(Dataset entries)
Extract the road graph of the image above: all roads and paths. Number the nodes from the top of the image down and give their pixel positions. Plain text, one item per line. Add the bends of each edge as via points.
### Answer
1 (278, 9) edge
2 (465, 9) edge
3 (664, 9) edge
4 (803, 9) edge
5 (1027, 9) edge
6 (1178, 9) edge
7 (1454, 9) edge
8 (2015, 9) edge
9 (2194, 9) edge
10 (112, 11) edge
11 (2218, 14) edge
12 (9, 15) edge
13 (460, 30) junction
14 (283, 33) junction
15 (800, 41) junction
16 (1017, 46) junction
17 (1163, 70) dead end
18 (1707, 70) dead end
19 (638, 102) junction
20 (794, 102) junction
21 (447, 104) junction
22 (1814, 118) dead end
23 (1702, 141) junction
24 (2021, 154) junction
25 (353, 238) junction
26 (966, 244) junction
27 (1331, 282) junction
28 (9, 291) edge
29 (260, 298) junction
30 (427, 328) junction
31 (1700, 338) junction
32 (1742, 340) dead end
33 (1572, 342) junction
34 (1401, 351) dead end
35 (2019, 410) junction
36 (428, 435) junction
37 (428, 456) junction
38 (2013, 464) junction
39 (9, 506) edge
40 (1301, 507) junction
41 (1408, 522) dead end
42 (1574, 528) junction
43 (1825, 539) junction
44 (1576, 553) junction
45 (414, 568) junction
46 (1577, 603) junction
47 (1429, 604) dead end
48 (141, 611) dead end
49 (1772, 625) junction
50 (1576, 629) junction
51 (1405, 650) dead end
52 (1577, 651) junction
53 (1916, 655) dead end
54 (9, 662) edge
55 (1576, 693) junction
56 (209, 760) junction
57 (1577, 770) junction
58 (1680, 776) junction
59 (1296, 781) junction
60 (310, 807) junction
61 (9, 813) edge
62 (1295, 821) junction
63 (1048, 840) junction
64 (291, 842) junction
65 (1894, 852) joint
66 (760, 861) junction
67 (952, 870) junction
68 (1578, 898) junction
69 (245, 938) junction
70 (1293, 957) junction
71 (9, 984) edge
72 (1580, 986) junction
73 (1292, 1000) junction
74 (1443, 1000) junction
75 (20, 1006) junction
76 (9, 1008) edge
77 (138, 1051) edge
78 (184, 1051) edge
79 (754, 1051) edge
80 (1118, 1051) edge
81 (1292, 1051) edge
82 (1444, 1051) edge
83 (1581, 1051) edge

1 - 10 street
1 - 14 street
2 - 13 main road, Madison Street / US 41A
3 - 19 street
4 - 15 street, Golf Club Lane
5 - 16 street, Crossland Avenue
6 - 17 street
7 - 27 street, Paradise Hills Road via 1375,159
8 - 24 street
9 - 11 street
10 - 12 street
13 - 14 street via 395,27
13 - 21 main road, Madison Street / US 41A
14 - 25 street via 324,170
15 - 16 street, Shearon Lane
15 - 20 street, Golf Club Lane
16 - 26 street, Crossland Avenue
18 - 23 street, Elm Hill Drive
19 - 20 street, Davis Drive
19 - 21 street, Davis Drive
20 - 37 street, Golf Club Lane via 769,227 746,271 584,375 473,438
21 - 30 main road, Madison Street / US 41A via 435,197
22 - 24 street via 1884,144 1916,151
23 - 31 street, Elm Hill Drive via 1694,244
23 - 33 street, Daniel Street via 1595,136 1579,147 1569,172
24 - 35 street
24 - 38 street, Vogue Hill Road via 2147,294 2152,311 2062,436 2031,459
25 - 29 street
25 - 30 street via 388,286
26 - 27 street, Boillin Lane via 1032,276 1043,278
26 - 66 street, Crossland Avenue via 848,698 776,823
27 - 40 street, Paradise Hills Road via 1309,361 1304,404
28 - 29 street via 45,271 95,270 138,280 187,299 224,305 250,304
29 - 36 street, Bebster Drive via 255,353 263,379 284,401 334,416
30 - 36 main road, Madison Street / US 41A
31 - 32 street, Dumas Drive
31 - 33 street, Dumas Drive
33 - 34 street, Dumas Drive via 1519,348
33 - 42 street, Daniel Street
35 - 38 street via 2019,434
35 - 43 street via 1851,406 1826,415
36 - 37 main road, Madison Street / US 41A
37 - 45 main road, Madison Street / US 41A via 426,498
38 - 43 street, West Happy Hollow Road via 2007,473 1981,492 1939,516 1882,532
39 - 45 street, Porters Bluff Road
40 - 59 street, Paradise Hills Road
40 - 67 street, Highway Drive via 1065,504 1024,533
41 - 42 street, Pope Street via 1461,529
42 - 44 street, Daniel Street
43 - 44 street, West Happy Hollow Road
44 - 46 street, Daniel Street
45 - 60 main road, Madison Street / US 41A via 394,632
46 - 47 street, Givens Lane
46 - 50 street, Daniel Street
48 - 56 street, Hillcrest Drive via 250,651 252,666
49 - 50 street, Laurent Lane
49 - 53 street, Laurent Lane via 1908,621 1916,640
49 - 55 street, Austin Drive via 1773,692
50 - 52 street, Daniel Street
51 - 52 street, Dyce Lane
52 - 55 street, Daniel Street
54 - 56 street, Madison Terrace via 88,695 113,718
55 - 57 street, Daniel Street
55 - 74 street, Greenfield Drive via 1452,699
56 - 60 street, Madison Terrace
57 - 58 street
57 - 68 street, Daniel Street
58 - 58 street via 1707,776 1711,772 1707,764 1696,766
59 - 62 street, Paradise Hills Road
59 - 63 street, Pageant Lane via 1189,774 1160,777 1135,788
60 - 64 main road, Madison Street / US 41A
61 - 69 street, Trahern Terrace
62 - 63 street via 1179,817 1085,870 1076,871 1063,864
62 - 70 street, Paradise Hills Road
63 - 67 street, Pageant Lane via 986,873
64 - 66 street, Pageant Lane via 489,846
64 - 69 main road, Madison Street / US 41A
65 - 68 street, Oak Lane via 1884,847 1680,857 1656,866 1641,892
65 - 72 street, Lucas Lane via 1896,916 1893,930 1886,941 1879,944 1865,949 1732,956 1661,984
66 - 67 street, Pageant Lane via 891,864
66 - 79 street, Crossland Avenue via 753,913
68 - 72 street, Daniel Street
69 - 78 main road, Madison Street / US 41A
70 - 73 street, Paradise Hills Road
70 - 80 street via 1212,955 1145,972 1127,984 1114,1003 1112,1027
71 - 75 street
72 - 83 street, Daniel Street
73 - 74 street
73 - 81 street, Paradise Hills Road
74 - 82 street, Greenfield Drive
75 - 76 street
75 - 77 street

**WORK ITEM**
Each record above is to be written out again exactly.

**SOLUTION TO THE PROBLEM**
Extract the road graph of the image above: all roads and paths. Number the nodes from the top of the image down and give their pixel positions. Plain text, one item per line. Add the bends of each edge as via points.
### Answer
1 (278, 9) edge
2 (465, 9) edge
3 (664, 9) edge
4 (803, 9) edge
5 (1027, 9) edge
6 (1178, 9) edge
7 (1454, 9) edge
8 (2015, 9) edge
9 (2194, 9) edge
10 (112, 11) edge
11 (2218, 14) edge
12 (9, 15) edge
13 (460, 30) junction
14 (283, 33) junction
15 (800, 41) junction
16 (1017, 46) junction
17 (1163, 70) dead end
18 (1707, 70) dead end
19 (638, 102) junction
20 (794, 102) junction
21 (447, 104) junction
22 (1814, 118) dead end
23 (1702, 141) junction
24 (2021, 154) junction
25 (353, 238) junction
26 (966, 244) junction
27 (1331, 282) junction
28 (9, 291) edge
29 (260, 298) junction
30 (427, 328) junction
31 (1700, 338) junction
32 (1742, 340) dead end
33 (1572, 342) junction
34 (1401, 351) dead end
35 (2019, 410) junction
36 (428, 435) junction
37 (428, 456) junction
38 (2013, 464) junction
39 (9, 506) edge
40 (1301, 507) junction
41 (1408, 522) dead end
42 (1574, 528) junction
43 (1825, 539) junction
44 (1576, 553) junction
45 (414, 568) junction
46 (1577, 603) junction
47 (1429, 604) dead end
48 (141, 611) dead end
49 (1772, 625) junction
50 (1576, 629) junction
51 (1405, 650) dead end
52 (1577, 651) junction
53 (1916, 655) dead end
54 (9, 662) edge
55 (1576, 693) junction
56 (209, 760) junction
57 (1577, 770) junction
58 (1680, 776) junction
59 (1296, 781) junction
60 (310, 807) junction
61 (9, 813) edge
62 (1295, 821) junction
63 (1048, 840) junction
64 (291, 842) junction
65 (1894, 852) joint
66 (760, 861) junction
67 (952, 870) junction
68 (1578, 898) junction
69 (245, 938) junction
70 (1293, 957) junction
71 (9, 984) edge
72 (1580, 986) junction
73 (1292, 1000) junction
74 (1443, 1000) junction
75 (20, 1006) junction
76 (9, 1008) edge
77 (138, 1051) edge
78 (184, 1051) edge
79 (754, 1051) edge
80 (1118, 1051) edge
81 (1292, 1051) edge
82 (1444, 1051) edge
83 (1581, 1051) edge

1 - 10 street
1 - 14 street
2 - 13 main road, Madison Street / US 41A
3 - 19 street
4 - 15 street, Golf Club Lane
5 - 16 street, Crossland Avenue
6 - 17 street
7 - 27 street, Paradise Hills Road via 1375,159
8 - 24 street
9 - 11 street
10 - 12 street
13 - 14 street via 395,27
13 - 21 main road, Madison Street / US 41A
14 - 25 street via 324,170
15 - 16 street, Shearon Lane
15 - 20 street, Golf Club Lane
16 - 26 street, Crossland Avenue
18 - 23 street, Elm Hill Drive
19 - 20 street, Davis Drive
19 - 21 street, Davis Drive
20 - 37 street, Golf Club Lane via 769,227 746,271 584,375 473,438
21 - 30 main road, Madison Street / US 41A via 435,197
22 - 24 street via 1884,144 1916,151
23 - 31 street, Elm Hill Drive via 1694,244
23 - 33 street, Daniel Street via 1595,136 1579,147 1569,172
24 - 35 street
24 - 38 street, Vogue Hill Road via 2147,294 2152,311 2062,436 2031,459
25 - 29 street
25 - 30 street via 388,286
26 - 27 street, Boillin Lane via 1032,276 1043,278
26 - 66 street, Crossland Avenue via 848,698 776,823
27 - 40 street, Paradise Hills Road via 1309,361 1304,404
28 - 29 street via 45,271 95,270 138,280 187,299 224,305 250,304
29 - 36 street, Bebster Drive via 255,353 263,379 284,401 334,416
30 - 36 main road, Madison Street / US 41A
31 - 32 street, Dumas Drive
31 - 33 street, Dumas Drive
33 - 34 street, Dumas Drive via 1519,348
33 - 42 street, Daniel Street
35 - 38 street via 2019,434
35 - 43 street via 1851,406 1826,415
36 - 37 main road, Madison Street / US 41A
37 - 45 main road, Madison Street / US 41A via 426,498
38 - 43 street, West Happy Hollow Road via 2007,473 1981,492 1939,516 1882,532
39 - 45 street, Porters Bluff Road
40 - 59 street, Paradise Hills Road
40 - 67 street, Highway Drive via 1065,504 1024,533
41 - 42 street, Pope Street via 1461,529
42 - 44 street, Daniel Street
43 - 44 street, West Happy Hollow Road
44 - 46 street, Daniel Street
45 - 60 main road, Madison Street / US 41A via 394,632
46 - 47 street, Givens Lane
46 - 50 street, Daniel Street
48 - 56 street, Hillcrest Drive via 250,651 252,666
49 - 50 street, Laurent Lane
49 - 53 street, Laurent Lane via 1908,621 1916,640
49 - 55 street, Austin Drive via 1773,692
50 - 52 street, Daniel Street
51 - 52 street, Dyce Lane
52 - 55 street, Daniel Street
54 - 56 street, Madison Terrace via 88,695 113,718
55 - 57 street, Daniel Street
55 - 74 street, Greenfield Drive via 1452,699
56 - 60 street, Madison Terrace
57 - 58 street
57 - 68 street, Daniel Street
58 - 58 street via 1707,776 1711,772 1707,764 1696,766
59 - 62 street, Paradise Hills Road
59 - 63 street, Pageant Lane via 1189,774 1160,777 1135,788
60 - 64 main road, Madison Street / US 41A
61 - 69 street, Trahern Terrace
62 - 63 street via 1179,817 1085,870 1076,871 1063,864
62 - 70 street, Paradise Hills Road
63 - 67 street, Pageant Lane via 986,873
64 - 66 street, Pageant Lane via 489,846
64 - 69 main road, Madison Street / US 41A
65 - 68 street, Oak Lane via 1884,847 1680,857 1656,866 1641,892
65 - 72 street, Lucas Lane via 1896,916 1893,930 1886,941 1879,944 1865,949 1732,956 1661,984
66 - 67 street, Pageant Lane via 891,864
66 - 79 street, Crossland Avenue via 753,913
68 - 72 street, Daniel Street
69 - 78 main road, Madison Street / US 41A
70 - 73 street, Paradise Hills Road
70 - 80 street via 1212,955 1145,972 1127,984 1114,1003 1112,1027
71 - 75 street
72 - 83 street, Daniel Street
73 - 74 street
73 - 81 street, Paradise Hills Road
74 - 82 street, Greenfield Drive
75 - 76 street
75 - 77 street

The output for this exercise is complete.